◆ STUDY MATERIAL
☆ ☆ ☆ ☆ ☆
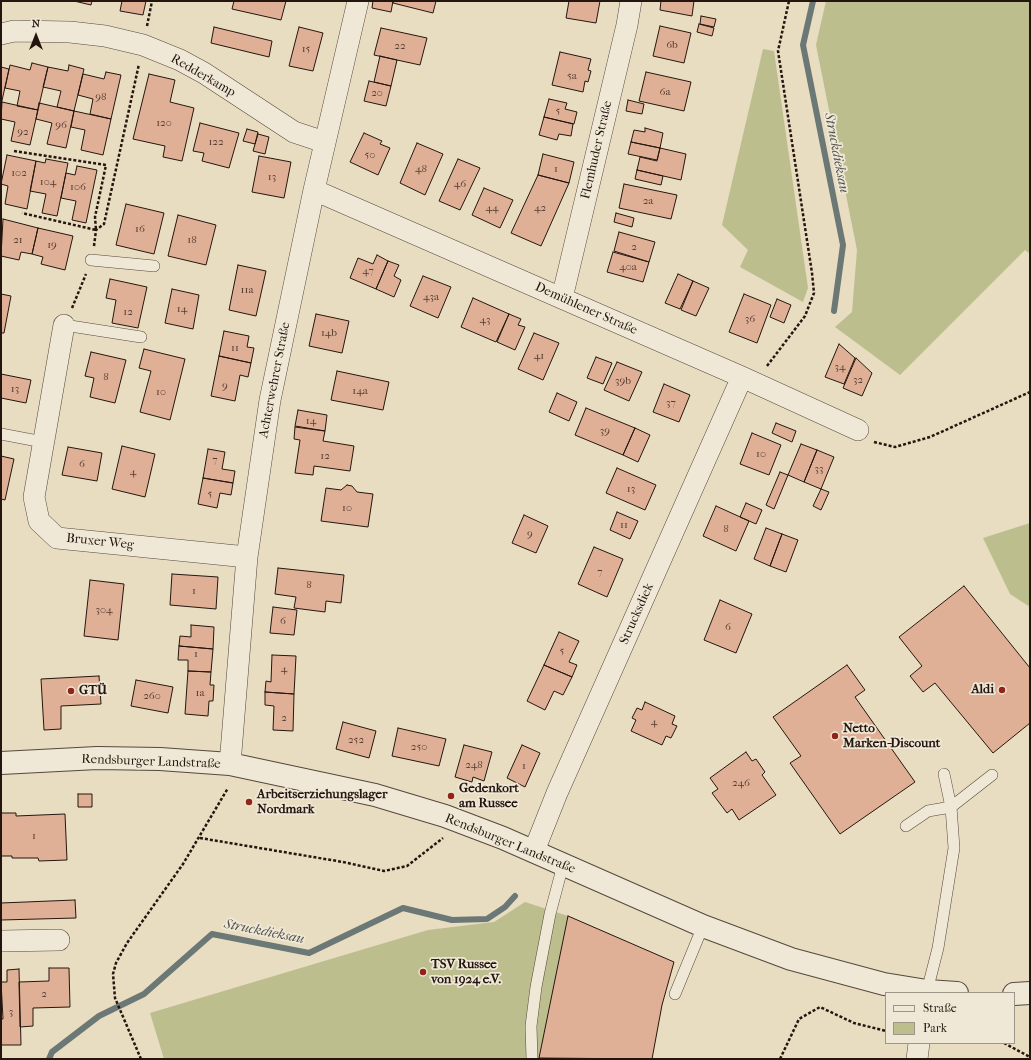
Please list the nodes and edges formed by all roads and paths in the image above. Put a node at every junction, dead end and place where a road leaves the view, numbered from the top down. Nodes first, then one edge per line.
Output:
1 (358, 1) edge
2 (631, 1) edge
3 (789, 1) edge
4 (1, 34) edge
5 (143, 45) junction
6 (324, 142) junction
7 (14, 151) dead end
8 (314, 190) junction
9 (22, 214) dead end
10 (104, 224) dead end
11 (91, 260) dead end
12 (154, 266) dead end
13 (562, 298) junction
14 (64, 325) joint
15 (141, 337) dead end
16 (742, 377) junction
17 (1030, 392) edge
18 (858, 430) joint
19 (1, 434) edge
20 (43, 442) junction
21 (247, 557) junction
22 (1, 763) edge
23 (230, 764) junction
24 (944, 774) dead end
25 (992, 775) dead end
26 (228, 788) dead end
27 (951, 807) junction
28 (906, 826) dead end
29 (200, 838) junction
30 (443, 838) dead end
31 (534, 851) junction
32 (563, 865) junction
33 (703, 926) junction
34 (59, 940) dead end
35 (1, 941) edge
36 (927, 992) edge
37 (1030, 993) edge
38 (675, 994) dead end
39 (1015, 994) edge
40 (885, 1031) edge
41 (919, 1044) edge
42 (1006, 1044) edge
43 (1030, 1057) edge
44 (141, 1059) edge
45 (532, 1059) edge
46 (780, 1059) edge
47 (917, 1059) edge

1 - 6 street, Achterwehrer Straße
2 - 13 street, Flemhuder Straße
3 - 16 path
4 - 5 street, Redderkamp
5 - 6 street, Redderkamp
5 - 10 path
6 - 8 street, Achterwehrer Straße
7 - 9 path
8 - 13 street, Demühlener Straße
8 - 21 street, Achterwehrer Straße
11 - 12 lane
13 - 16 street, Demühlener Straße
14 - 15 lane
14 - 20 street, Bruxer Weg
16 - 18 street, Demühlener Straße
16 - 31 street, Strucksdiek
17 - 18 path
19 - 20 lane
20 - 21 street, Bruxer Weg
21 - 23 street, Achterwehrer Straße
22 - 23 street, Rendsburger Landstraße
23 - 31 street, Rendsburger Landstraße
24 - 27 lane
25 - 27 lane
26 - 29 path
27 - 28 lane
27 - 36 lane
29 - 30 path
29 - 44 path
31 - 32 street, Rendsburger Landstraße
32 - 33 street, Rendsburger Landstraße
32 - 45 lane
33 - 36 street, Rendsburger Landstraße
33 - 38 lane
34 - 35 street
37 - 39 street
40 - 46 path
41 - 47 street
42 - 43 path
☆ ☆ ☆ ☆ ☆
◆ TASK TO CARRY OUT
You are asked to output the records precisely as they appear, minus any pictures.

◆ OUTPUT
Please list the nodes and edges formed by all roads and paths in the image above. Put a node at every junction, dead end and place where a road leaves the view, numbered from the top down. Nodes first, then one edge per line.
Output:
1 (358, 1) edge
2 (631, 1) edge
3 (789, 1) edge
4 (1, 34) edge
5 (143, 45) junction
6 (324, 142) junction
7 (14, 151) dead end
8 (314, 190) junction
9 (22, 214) dead end
10 (104, 224) dead end
11 (91, 260) dead end
12 (154, 266) dead end
13 (562, 298) junction
14 (64, 325) joint
15 (141, 337) dead end
16 (742, 377) junction
17 (1030, 392) edge
18 (858, 430) joint
19 (1, 434) edge
20 (43, 442) junction
21 (247, 557) junction
22 (1, 763) edge
23 (230, 764) junction
24 (944, 774) dead end
25 (992, 775) dead end
26 (228, 788) dead end
27 (951, 807) junction
28 (906, 826) dead end
29 (200, 838) junction
30 (443, 838) dead end
31 (534, 851) junction
32 (563, 865) junction
33 (703, 926) junction
34 (59, 940) dead end
35 (1, 941) edge
36 (927, 992) edge
37 (1030, 993) edge
38 (675, 994) dead end
39 (1015, 994) edge
40 (885, 1031) edge
41 (919, 1044) edge
42 (1006, 1044) edge
43 (1030, 1057) edge
44 (141, 1059) edge
45 (532, 1059) edge
46 (780, 1059) edge
47 (917, 1059) edge

1 - 6 street, Achterwehrer Straße
2 - 13 street, Flemhuder Straße
3 - 16 path
4 - 5 street, Redderkamp
5 - 6 street, Redderkamp
5 - 10 path
6 - 8 street, Achterwehrer Straße
7 - 9 path
8 - 13 street, Demühlener Straße
8 - 21 street, Achterwehrer Straße
11 - 12 lane
13 - 16 street, Demühlener Straße
14 - 15 lane
14 - 20 street, Bruxer Weg
16 - 18 street, Demühlener Straße
16 - 31 street, Strucksdiek
17 - 18 path
19 - 20 lane
20 - 21 street, Bruxer Weg
21 - 23 street, Achterwehrer Straße
22 - 23 street, Rendsburger Landstraße
23 - 31 street, Rendsburger Landstraße
24 - 27 lane
25 - 27 lane
26 - 29 path
27 - 28 lane
27 - 36 lane
29 - 30 path
29 - 44 path
31 - 32 street, Rendsburger Landstraße
32 - 33 street, Rendsburger Landstraße
32 - 45 lane
33 - 36 street, Rendsburger Landstraße
33 - 38 lane
34 - 35 street
37 - 39 street
40 - 46 path
41 - 47 street
42 - 43 path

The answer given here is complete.